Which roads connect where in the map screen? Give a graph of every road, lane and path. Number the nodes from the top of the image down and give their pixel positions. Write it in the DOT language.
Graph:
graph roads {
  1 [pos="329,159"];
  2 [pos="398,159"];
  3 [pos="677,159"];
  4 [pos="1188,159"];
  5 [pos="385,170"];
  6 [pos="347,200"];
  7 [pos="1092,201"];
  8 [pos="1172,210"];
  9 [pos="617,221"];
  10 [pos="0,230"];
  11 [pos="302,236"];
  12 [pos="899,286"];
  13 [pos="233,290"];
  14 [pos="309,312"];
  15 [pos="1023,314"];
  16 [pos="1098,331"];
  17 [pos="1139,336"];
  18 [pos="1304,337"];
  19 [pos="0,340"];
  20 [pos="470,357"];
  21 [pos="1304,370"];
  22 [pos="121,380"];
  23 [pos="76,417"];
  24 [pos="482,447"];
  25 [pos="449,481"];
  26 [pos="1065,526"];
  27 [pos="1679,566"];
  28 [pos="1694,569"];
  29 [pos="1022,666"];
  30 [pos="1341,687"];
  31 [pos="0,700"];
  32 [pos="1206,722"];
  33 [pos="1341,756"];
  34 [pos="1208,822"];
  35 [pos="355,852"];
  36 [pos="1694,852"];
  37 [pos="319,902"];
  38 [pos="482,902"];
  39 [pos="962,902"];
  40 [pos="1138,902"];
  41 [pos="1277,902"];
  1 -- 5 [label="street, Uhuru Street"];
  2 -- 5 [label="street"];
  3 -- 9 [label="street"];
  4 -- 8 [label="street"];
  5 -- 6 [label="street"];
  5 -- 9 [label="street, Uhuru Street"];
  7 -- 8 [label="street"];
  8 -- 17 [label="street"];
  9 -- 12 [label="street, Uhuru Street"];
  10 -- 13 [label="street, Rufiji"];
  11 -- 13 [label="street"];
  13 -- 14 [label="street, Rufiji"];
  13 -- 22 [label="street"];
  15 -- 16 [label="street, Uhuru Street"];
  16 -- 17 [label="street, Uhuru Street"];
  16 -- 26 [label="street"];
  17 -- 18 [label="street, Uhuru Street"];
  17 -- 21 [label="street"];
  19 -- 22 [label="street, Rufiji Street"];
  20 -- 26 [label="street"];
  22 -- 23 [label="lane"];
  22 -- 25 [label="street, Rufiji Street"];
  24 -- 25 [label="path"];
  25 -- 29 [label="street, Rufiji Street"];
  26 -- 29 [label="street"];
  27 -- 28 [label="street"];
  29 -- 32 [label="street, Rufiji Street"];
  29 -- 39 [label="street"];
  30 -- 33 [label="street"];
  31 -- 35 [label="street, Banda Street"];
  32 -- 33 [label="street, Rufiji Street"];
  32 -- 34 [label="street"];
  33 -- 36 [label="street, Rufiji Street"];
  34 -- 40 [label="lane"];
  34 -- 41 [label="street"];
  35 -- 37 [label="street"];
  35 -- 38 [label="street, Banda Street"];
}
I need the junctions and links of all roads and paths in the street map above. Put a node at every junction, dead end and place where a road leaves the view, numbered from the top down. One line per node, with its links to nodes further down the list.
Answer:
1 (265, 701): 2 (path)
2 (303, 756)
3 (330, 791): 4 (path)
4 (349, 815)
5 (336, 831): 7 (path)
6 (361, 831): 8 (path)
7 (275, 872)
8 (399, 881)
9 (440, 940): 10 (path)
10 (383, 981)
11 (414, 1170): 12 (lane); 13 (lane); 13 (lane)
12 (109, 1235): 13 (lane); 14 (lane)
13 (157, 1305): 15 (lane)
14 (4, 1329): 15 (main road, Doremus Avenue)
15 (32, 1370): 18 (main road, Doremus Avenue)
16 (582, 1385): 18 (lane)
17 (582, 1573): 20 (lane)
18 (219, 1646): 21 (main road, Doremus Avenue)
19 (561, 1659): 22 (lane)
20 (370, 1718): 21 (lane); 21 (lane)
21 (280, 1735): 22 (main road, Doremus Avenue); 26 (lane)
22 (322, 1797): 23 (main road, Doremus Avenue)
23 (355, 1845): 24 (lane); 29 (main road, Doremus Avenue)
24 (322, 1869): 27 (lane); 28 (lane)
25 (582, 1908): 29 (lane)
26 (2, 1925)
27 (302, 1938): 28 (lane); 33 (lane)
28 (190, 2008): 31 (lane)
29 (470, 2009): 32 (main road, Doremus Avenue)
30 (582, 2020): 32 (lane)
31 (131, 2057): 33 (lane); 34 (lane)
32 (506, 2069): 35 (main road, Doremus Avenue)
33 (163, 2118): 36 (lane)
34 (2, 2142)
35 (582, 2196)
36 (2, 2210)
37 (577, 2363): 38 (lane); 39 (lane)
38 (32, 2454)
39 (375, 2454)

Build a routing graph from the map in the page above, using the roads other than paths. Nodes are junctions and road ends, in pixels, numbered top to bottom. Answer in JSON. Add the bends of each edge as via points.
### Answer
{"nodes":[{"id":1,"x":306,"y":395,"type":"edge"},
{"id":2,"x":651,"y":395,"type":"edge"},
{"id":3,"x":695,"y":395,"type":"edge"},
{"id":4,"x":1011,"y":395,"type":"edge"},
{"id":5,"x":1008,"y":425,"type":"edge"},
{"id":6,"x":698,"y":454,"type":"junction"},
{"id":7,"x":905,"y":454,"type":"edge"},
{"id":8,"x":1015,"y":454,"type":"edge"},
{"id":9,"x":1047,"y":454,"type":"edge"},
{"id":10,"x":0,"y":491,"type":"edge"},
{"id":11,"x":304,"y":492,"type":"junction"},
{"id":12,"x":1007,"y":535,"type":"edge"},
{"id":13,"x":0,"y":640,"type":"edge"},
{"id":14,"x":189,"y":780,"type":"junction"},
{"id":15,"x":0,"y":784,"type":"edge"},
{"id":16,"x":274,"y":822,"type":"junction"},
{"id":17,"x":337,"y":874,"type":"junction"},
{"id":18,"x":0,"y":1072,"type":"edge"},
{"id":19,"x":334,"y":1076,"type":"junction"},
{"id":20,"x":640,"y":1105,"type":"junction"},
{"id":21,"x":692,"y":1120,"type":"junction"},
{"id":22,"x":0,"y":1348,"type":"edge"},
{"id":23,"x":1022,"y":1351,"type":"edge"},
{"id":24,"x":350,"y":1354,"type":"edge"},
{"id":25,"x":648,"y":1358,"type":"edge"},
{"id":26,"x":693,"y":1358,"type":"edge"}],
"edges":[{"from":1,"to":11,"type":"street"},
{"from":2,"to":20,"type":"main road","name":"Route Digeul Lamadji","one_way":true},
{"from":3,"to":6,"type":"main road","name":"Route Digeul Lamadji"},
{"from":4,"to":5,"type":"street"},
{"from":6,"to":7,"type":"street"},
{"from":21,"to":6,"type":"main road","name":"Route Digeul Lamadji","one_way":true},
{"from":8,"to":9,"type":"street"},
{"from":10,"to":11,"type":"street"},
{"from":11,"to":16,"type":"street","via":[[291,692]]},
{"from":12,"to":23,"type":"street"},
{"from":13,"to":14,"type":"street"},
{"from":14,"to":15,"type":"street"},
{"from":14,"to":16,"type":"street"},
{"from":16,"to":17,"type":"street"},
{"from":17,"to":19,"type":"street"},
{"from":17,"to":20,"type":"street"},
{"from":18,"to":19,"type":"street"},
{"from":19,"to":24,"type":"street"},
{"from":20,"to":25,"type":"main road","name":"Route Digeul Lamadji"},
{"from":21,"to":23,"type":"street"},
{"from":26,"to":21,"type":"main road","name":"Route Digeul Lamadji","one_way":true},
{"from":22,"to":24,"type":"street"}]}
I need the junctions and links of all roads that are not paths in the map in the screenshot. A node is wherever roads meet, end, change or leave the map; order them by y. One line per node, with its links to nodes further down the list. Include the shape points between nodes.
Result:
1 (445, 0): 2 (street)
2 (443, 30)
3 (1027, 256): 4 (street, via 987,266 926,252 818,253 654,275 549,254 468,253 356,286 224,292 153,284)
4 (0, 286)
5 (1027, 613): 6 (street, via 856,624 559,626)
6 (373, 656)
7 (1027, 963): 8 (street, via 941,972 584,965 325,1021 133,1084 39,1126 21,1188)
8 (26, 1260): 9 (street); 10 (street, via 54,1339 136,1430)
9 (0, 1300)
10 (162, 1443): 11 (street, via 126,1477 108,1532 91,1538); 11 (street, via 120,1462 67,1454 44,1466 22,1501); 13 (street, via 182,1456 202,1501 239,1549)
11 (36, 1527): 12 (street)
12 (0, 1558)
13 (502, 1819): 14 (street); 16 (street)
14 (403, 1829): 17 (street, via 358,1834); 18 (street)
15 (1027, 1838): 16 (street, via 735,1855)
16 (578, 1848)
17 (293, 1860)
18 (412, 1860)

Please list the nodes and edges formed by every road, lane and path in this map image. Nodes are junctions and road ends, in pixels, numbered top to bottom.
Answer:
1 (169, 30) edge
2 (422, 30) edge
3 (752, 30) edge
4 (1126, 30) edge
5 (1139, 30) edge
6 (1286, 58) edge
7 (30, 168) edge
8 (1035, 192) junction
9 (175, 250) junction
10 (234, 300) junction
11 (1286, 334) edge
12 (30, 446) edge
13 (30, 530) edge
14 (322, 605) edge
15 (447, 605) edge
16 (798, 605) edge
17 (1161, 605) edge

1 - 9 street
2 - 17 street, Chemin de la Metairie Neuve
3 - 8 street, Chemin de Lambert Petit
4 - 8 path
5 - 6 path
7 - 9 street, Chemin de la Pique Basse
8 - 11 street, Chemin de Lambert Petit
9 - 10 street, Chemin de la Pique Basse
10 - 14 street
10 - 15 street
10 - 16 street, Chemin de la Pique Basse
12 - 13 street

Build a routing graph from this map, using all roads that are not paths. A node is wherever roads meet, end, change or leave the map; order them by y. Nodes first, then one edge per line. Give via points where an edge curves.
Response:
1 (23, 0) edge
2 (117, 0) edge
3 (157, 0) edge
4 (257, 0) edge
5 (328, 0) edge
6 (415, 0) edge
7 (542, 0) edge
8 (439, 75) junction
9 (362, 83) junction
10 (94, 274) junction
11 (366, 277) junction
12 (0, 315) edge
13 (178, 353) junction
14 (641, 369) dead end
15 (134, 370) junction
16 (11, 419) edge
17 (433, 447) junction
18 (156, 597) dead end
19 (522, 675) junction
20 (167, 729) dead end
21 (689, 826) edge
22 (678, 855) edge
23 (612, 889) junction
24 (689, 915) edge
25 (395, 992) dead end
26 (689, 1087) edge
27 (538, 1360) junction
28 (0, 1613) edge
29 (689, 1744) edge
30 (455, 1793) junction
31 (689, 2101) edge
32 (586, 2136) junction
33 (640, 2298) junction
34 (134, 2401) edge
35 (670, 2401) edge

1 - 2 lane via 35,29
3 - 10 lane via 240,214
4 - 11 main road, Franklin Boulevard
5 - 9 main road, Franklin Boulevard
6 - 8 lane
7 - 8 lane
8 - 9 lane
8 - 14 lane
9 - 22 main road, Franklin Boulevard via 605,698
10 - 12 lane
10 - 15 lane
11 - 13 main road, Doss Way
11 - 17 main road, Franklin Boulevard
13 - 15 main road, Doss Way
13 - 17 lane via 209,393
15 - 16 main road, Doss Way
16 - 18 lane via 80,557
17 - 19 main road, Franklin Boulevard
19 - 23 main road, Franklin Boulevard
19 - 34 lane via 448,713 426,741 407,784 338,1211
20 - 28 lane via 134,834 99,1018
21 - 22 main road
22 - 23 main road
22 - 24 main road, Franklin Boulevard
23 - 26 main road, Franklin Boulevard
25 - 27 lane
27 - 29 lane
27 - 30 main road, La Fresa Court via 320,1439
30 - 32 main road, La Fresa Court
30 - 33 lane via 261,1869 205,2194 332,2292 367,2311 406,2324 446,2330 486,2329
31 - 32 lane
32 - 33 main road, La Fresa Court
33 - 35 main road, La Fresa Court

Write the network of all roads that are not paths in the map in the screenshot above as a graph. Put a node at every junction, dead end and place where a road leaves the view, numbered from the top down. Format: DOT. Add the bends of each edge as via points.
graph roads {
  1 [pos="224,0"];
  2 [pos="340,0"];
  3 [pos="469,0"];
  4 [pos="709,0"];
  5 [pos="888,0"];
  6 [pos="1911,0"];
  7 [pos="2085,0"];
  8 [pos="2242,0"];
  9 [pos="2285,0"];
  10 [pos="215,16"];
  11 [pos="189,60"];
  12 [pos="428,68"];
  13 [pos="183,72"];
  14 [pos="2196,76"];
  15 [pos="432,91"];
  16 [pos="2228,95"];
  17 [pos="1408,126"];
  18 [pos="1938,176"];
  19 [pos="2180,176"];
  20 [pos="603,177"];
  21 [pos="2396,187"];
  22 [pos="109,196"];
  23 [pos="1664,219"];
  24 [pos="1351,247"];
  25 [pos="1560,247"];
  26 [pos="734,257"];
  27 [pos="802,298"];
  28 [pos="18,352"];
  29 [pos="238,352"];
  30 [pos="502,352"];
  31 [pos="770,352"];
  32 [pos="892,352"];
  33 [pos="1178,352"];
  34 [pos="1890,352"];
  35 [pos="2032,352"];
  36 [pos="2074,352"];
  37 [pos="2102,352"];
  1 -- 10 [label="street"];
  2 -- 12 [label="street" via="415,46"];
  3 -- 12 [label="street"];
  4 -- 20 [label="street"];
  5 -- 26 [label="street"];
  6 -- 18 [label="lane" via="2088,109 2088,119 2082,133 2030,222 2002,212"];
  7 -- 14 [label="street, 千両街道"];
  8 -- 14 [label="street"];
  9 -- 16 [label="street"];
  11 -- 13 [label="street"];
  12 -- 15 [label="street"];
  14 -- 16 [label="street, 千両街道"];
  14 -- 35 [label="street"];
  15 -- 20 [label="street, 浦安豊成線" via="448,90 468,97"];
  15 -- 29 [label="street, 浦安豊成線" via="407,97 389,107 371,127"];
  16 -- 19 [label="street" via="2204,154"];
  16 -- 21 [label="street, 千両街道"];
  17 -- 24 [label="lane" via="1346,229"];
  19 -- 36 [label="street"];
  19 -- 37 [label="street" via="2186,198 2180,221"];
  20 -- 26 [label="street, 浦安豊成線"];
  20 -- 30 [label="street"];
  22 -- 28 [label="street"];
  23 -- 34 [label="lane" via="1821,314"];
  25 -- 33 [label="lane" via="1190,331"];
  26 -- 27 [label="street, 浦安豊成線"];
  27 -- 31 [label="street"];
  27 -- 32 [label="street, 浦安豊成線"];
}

__How to complete this task__: Every line above that includes the string "Rufiji" needs to be copied.

__Result__:
  10 -- 13 [label="street, Rufiji"];
  13 -- 14 [label="street, Rufiji"];
  19 -- 22 [label="street, Rufiji Street"];
  22 -- 25 [label="street, Rufiji Street"];
  25 -- 29 [label="street, Rufiji Street"];
  29 -- 32 [label="street, Rufiji Street"];
  32 -- 33 [label="street, Rufiji Street"];
  33 -- 36 [label="street, Rufiji Street"];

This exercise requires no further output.